Luck, it would seem, was on Australia's side but they also had other things going for them. Pitches with sharp turn reduce a spinner's margin for error, and both Ashwin and Jadeja took a while finding their groove. They beat the bat regularly from a traditional good length, and in the effort to bowl fuller and find the edge, they offered up more scoring opportunities than they otherwise might have. India couldn't afford to attack too much given their low total, and their in-out fields were both a necessity and a source of frustration as Khawaja and Labuschagne picked up a steady stream of singles to deep fielders.
It was that kind of day, the kind that's usually reserved for visiting teams in India. But like they did in Pune six years ago, turning conditions can occasionally backfire on India. They know it, but they feel they play their best cricket on such pitches. Vikram Rathour, India's batting coach, said as much in his end-of-day press conference.

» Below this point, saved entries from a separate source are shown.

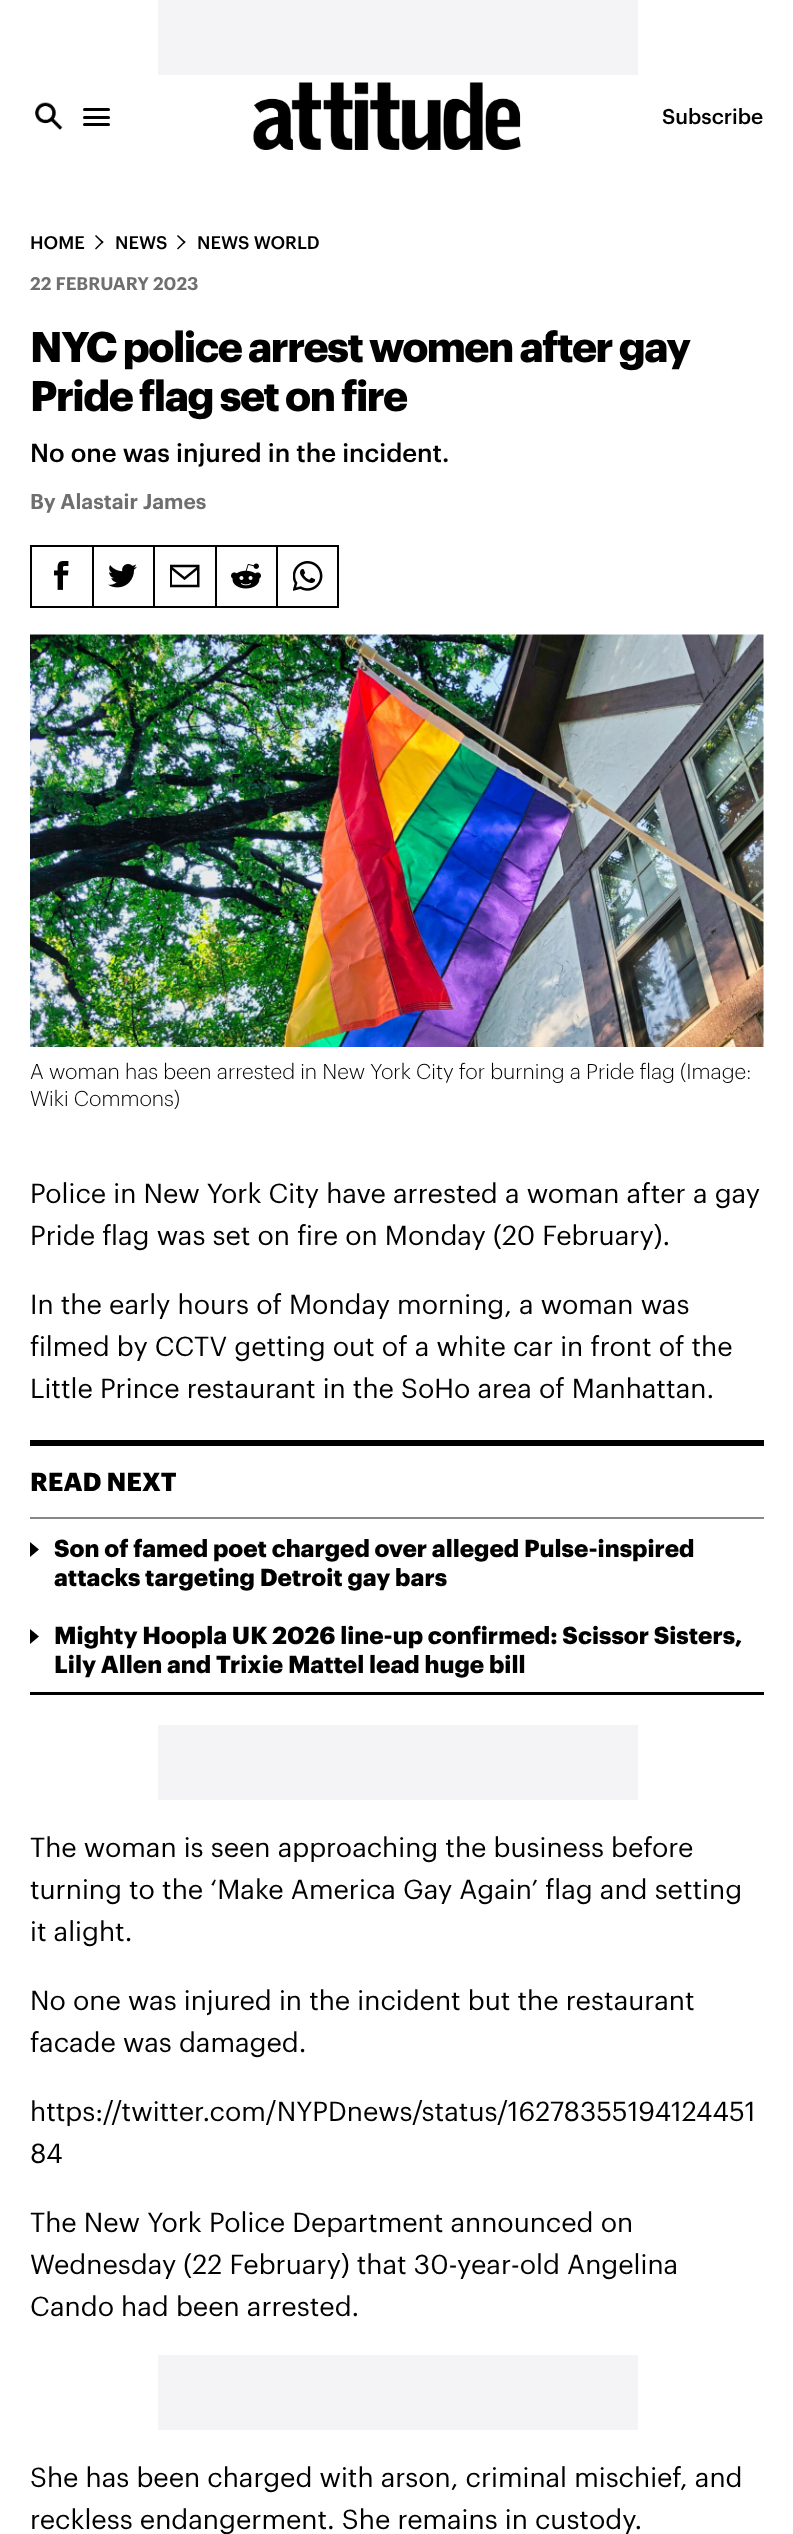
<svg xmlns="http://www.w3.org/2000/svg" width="793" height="2534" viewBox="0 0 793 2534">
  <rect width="100%" height="100%" fill="rgb(255,255,255)"/>
  <rect x="158" y="0" width="480" height="75" fill="rgb(244,244,247)"/>
  <image x="35" y="102" width="28" height="28" href="pic1.png"/>
  <rect x="83" y="108" width="27" height="3" rx="1.5" fill="rgb(0,0,0)"/>
  <rect x="83" y="116" width="27" height="3" rx="1.5" fill="rgb(0,0,0)"/>
  <rect x="83" y="123" width="27" height="3" rx="1.5" fill="rgb(0,0,0)"/>
  <image x="253" y="82" width="268" height="68" href="pic2.png"/>
  <text x="662" y="124" font-family="Graphik" font-size="21" font-weight="500" fill="rgb(0,0,0)">Subscribe</text>
  <text x="30" y="249" font-family="Graphik" font-size="18" font-weight="500" fill="rgb(0,0,0)">HOME</text>
  <path d="M95 236L96 235L103.5 242L102.5 243.5Z" fill="rgb(0,0,0)"/>
  <path d="M95 248.5L102.5 241L103.5 242L96 249.5Z" fill="rgb(0,0,0)"/>
  <text x="115" y="249" font-family="Graphik" font-size="18" font-weight="500" fill="rgb(0,0,0)">NEWS</text>
  <path d="M177 236L178 235L185.5 242L184.5 243.5Z" fill="rgb(0,0,0)"/>
  <path d="M177 248.5L184.5 241L185.5 242L178 249.5Z" fill="rgb(0,0,0)"/>
  <text x="197" y="249" font-family="Graphik" font-size="18" font-weight="500" fill="rgb(0,0,0)">NEWS WORLD</text>
  <text x="30" y="290" font-family="Graphik" font-size="18" font-weight="600" fill="rgb(111,111,111)">22 FEBRUARY 2023</text>
  <g font-family="Graphik" font-size="42" font-weight="bold" letter-spacing="-1.5" fill="rgb(0,0,0)">
    <text>
      <tspan x="30" y="362">NYC police arrest women after gay</tspan>
      <tspan x="30" y="411">Pride flag set on fire</tspan>
    </text>
  </g>
  <text x="30" y="462" font-family="Graphik" font-size="25.5" font-weight="500" fill="rgb(0,0,0)">No one was injured in the incident.</text>
  <text x="30" y="509" font-family="Graphik" font-size="21" font-weight="600" fill="rgb(111,111,111)">By Alastair James</text>
  <rect x="30" y="545" width="246" height="2" fill="rgb(0,0,0)"/>
  <rect x="30" y="606" width="246" height="2" fill="rgb(0,0,0)"/>
  <rect x="30" y="545" width="2" height="63" fill="rgb(0,0,0)"/>
  <image x="54" y="561" width="15" height="29" href="pic3.png"/>
  <rect x="92" y="545" width="2" height="63" fill="rgb(0,0,0)"/>
  <image x="108" y="564" width="29" height="24" href="pic4.png"/>
  <rect x="153" y="545" width="2" height="63" fill="rgb(0,0,0)"/>
  <image x="170" y="564" width="30" height="24" href="pic5.png"/>
  <rect x="215" y="545" width="2" height="63" fill="rgb(0,0,0)"/>
  <image x="231" y="563" width="30" height="26" href="pic6.png"/>
  <rect x="277" y="546" width="61" height="61" fill="none" stroke="rgb(0,0,0)" stroke-width="2"/>
  <image x="293" y="561" width="30" height="30" href="pic7.png"/>
  <image x="30" y="634" width="734" height="413" href="pic8.png"/>
  <g font-family="Graphik" font-size="21" font-weight="300" fill="rgb(0,0,0)">
    <text>
      <tspan x="30" y="1079">A woman has been arrested in New York City for burning a Pride flag (Image:</tspan>
      <tspan x="30" y="1106">Wiki Commons)</tspan>
    </text>
  </g>
  <g font-family="Graphik" font-size="27" fill="rgb(0,0,0)">
    <text>
      <tspan x="30" y="1203">Police in New York City have arrested a woman after a gay</tspan>
      <tspan x="30" y="1245">Pride flag was set on fire on Monday (20 February).</tspan>
    </text>
    <text>
      <tspan x="30" y="1314">In the early hours of Monday morning, a woman was</tspan>
      <tspan x="30" y="1356">filmed by CCTV getting out of a white car in front of the</tspan>
      <tspan x="30" y="1398">Little Prince restaurant in the SoHo area of Manhattan.</tspan>
    </text>
  </g>
  <rect x="30" y="1440" width="734" height="6" fill="rgb(0,0,0)"/>
  <rect x="30" y="1692" width="734" height="3" fill="rgb(0,0,0)"/>
  <rect x="30" y="1517" width="734" height="2" fill="rgb(136,136,136)"/>
  <text x="30" y="1491" font-family="Graphik" font-size="25.5" font-weight="bold" fill="rgb(0,0,0)">READ NEXT</text>
  <path d="M30 1557V1542L39 1549.5Z" fill="rgb(0,0,0)"/>
  <g font-family="Graphik" font-size="24" font-weight="bold" fill="rgb(0,0,0)">
    <text>
      <tspan x="54" y="1557">Son of famed poet charged over alleged Pulse-inspired</tspan>
      <tspan x="54" y="1586">attacks targeting Detroit gay bars</tspan>
    </text>
  </g>
  <path d="M30 1644V1629L39 1636.5Z" fill="rgb(0,0,0)"/>
  <g font-family="Graphik" font-size="24" font-weight="bold" fill="rgb(0,0,0)">
    <text>
      <tspan x="54" y="1644">Mighty Hoopla UK 2026 line-up confirmed: Scissor Sisters,</tspan>
      <tspan x="54" y="1673">Lily Allen and Trixie Mattel lead huge bill</tspan>
    </text>
  </g>
  <rect x="158" y="1725" width="480" height="75" fill="rgb(244,244,247)"/>
  <g font-family="Graphik" font-size="27" fill="rgb(0,0,0)">
    <text>
      <tspan x="30" y="1857">The woman is seen approaching the business before</tspan>
      <tspan x="30" y="1899">turning to the ‘Make America Gay Again’ flag and setting</tspan>
      <tspan x="30" y="1941">it alight.</tspan>
    </text>
    <text>
      <tspan x="30" y="2010">No one was injured in the incident but the restaurant</tspan>
      <tspan x="30" y="2052">facade was damaged.</tspan>
    </text>
    <text>
      <tspan x="30" y="2121">https://twitter.com/NYPDnews/status/16278355194124451</tspan>
      <tspan x="30" y="2163">84</tspan>
    </text>
    <text>
      <tspan x="30" y="2232">The New York Police Department announced on</tspan>
      <tspan x="30" y="2274">Wednesday (22 February) that 30-year-old Angelina</tspan>
      <tspan x="30" y="2316">Cando had been arrested.</tspan>
    </text>
  </g>
  <rect x="158" y="2355" width="480" height="75" fill="rgb(244,244,247)"/>
  <g font-family="Graphik" font-size="27" fill="rgb(0,0,0)">
    <text>
      <tspan x="30" y="2487">She has been charged with arson, criminal mischief, and</tspan>
      <tspan x="30" y="2529">reckless endangerment. She remains in custody.</tspan>
    </text>
  </g>
</svg>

"Of course you can collapse as a batting unit at times, but the thing is that we do prefer to play on turning tracks because I think that is our strength, that is where we are really good as a team," he said. "How much that wicket turned, to be fair, the earlier two wickets, I don't think they were bad wickets by any standard, they were wickets which turned, which we prefer."

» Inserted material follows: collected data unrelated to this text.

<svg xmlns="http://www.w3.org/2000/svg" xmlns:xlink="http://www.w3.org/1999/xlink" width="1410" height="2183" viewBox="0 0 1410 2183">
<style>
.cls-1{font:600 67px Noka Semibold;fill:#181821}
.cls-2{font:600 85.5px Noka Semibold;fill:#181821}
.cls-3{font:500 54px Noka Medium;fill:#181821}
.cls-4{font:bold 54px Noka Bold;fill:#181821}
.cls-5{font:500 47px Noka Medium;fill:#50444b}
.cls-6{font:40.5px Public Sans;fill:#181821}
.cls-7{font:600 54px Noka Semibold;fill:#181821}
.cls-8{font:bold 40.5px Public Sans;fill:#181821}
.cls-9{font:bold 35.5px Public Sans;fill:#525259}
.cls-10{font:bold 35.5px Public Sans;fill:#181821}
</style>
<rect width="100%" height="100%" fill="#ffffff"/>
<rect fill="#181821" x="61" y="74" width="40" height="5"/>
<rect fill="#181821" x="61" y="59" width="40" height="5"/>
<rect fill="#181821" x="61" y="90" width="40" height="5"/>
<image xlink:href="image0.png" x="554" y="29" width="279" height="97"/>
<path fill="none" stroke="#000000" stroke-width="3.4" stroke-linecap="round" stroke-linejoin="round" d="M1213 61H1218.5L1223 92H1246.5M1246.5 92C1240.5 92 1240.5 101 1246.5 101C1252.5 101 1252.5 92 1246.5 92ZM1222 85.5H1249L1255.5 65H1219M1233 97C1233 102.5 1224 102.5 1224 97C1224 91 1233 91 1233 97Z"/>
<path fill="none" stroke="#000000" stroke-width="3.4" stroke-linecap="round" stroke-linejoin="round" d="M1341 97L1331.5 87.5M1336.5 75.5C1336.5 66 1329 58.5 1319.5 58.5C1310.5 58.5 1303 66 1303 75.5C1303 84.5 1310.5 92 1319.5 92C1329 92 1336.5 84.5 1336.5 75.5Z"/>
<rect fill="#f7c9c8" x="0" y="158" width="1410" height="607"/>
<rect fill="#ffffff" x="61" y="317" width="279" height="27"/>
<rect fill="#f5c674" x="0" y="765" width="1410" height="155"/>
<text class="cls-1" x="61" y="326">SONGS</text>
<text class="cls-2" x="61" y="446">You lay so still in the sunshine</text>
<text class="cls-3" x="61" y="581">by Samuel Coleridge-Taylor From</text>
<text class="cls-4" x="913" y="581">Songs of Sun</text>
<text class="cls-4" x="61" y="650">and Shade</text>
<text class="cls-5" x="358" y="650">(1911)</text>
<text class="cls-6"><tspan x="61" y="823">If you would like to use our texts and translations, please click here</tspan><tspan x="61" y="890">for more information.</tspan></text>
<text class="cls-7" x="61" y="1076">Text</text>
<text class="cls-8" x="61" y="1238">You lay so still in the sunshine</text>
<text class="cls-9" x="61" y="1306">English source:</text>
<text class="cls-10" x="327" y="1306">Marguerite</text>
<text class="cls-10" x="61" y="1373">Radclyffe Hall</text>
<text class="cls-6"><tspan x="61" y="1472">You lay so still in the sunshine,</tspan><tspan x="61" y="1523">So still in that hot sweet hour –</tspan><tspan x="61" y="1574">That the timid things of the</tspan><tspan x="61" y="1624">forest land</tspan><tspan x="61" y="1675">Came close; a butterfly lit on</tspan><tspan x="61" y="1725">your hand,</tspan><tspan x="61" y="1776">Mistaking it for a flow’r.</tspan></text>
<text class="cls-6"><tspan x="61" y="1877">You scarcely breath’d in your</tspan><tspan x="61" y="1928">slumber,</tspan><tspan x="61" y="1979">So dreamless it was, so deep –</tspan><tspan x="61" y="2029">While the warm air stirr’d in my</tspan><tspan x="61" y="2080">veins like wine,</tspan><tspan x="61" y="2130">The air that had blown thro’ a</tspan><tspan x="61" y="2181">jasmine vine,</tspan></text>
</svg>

Pitch preparation isn't an exact science, and the same intentions applied to three different strips of turf can produce three very different pitches. Rathour said India were taken by surprise by just how much the ball turned on this Indore pitch, but he sympathised with the groundstaff for having had to prepare it at short notice.
"Today it was drier than we expected and we saw that it did more," Rathour said. "First day of a Test match, it did a lot more than we expected. But to be fair on the curators also, I think they hardly got time to prepare this wicket. They had a Ranji Trophy season here, and then it was pretty late that it was decided that the game was shifted from Dharamshala to this venue, so I don't think they got enough time to really prepare the wicket."

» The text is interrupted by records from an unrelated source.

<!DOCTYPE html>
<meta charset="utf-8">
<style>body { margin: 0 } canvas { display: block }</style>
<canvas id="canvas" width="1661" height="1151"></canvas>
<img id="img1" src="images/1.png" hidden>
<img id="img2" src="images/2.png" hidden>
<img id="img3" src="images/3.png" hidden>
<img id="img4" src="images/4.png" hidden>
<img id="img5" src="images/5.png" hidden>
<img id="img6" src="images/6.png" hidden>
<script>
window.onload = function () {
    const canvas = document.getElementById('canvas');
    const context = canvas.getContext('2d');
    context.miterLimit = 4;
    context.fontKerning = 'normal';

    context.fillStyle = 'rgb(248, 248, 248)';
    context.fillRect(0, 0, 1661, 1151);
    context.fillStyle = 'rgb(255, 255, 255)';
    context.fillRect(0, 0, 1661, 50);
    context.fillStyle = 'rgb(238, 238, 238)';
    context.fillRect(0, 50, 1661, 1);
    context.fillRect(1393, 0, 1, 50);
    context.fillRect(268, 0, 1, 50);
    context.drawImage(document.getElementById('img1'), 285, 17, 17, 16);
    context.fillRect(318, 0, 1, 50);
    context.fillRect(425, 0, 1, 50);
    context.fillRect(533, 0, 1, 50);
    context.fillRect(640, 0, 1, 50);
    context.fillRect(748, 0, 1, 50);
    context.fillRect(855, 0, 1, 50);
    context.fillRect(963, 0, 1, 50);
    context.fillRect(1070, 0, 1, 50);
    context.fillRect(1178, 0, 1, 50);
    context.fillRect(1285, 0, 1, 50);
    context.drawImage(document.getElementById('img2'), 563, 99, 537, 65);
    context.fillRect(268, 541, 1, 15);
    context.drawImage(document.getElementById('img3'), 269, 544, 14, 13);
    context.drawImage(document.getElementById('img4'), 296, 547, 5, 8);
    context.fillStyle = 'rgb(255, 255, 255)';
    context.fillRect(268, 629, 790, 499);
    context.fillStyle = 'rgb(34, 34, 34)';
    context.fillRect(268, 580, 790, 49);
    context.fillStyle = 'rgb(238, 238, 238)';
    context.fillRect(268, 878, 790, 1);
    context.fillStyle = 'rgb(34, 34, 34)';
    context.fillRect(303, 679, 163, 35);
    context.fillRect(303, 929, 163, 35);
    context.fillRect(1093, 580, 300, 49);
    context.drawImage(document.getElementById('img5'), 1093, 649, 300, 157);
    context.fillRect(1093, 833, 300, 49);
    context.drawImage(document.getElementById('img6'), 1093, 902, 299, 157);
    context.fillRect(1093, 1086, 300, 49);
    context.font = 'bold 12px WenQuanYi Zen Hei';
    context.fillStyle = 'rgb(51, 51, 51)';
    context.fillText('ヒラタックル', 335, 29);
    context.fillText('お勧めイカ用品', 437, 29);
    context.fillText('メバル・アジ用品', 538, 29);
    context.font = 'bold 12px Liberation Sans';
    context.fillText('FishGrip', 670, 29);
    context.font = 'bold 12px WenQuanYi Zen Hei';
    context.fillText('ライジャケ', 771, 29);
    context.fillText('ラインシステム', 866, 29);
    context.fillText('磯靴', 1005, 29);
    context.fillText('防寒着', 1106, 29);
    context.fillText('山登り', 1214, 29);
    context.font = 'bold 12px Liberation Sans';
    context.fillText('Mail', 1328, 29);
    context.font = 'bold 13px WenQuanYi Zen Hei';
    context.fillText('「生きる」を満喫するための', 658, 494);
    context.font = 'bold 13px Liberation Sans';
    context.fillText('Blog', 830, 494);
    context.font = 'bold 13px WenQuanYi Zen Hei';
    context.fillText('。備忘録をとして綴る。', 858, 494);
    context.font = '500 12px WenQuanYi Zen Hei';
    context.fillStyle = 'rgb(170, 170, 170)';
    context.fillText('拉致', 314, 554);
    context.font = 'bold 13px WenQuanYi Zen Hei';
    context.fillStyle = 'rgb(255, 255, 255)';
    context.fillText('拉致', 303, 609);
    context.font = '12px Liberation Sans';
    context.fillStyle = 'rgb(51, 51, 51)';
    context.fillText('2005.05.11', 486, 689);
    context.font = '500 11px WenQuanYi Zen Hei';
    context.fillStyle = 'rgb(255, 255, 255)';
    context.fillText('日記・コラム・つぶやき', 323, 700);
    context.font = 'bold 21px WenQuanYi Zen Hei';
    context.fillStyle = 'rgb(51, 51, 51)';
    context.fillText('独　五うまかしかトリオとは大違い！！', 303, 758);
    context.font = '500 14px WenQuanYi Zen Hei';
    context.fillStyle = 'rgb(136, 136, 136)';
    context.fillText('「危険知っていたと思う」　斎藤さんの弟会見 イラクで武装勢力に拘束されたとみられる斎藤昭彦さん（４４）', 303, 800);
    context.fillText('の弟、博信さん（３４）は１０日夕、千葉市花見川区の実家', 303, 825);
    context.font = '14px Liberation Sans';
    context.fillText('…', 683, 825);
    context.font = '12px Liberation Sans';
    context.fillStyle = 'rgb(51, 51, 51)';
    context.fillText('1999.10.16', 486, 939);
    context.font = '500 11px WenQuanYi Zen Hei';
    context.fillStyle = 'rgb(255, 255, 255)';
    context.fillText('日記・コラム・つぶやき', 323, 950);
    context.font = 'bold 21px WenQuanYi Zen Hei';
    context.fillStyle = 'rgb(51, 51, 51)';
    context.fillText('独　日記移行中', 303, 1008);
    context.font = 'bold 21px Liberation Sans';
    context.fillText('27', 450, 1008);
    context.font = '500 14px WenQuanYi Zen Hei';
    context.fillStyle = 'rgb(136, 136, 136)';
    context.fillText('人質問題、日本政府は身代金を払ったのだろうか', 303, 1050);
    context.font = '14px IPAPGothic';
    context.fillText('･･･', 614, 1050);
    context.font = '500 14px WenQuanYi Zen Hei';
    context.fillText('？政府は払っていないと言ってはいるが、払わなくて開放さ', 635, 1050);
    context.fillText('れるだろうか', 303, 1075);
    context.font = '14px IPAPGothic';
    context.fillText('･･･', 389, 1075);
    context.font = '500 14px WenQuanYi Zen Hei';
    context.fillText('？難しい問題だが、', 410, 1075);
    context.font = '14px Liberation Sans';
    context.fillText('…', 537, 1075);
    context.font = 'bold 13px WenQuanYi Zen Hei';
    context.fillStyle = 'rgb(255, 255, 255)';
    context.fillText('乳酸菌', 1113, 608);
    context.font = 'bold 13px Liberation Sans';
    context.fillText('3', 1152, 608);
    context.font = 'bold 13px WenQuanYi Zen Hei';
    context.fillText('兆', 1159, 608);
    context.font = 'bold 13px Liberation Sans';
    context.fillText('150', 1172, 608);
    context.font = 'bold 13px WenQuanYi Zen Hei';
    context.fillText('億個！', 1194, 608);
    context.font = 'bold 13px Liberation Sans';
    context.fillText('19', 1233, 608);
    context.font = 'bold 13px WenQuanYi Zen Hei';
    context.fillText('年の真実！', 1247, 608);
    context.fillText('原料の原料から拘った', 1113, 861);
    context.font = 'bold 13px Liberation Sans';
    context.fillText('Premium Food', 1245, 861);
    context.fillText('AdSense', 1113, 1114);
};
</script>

On this pitch, batting seemed to become slightly easier as the day wore on. It may have been down to early moisture drying out over time, or to Australia batting for longer against an older ball, or to a pair of set batters spending a significant length of time at the crease. Whatever it was, it reflected in the control numbers.
Australia's batters achieved a control percentage of nearly 79 over their innings. India's figure was just above 74%.
But the uncertainty India's bowlers created through Australia's innings began reaping rewards after tea. The occasional frustrations of Jadeja had defined India's bowling performance until then; now it became all about the one quality, above all, that's made him a great cricketer - his persistence.
Sometimes it can feel like a mildly negative quality; it took him until his 18th over to try bowling from over the wicket to the left-hander, by which time Khawaja was on 60. The change of angle caused immediate uncertainty out of the footmarks outside off stump, and brought out Khawaja's sweep - he missed one, and top-edged his next attempt to the fielder at deep square leg.
But it's also a sign of Jadeja's trust in his methods that it took him so long to try the new angle. The methods, the trust, and the skill underlying it all brought him, soon after, the wickets of Labuschagne and Steven Smith, and Australia's false-shots-to-dismissal ratio reverted to the mean. By stumps, they'd lost four wickets while playing 69 false shots, and while they were still ahead of the game at 156 for 4, they were not nearly as far ahead as they may have hoped when they'd bowled India out so quickly.
Jadeja had been the meme at the centre of it all: If you don't love me at my *insert overstepping visual*, you don't deserve me at my *insert wicket celebration*.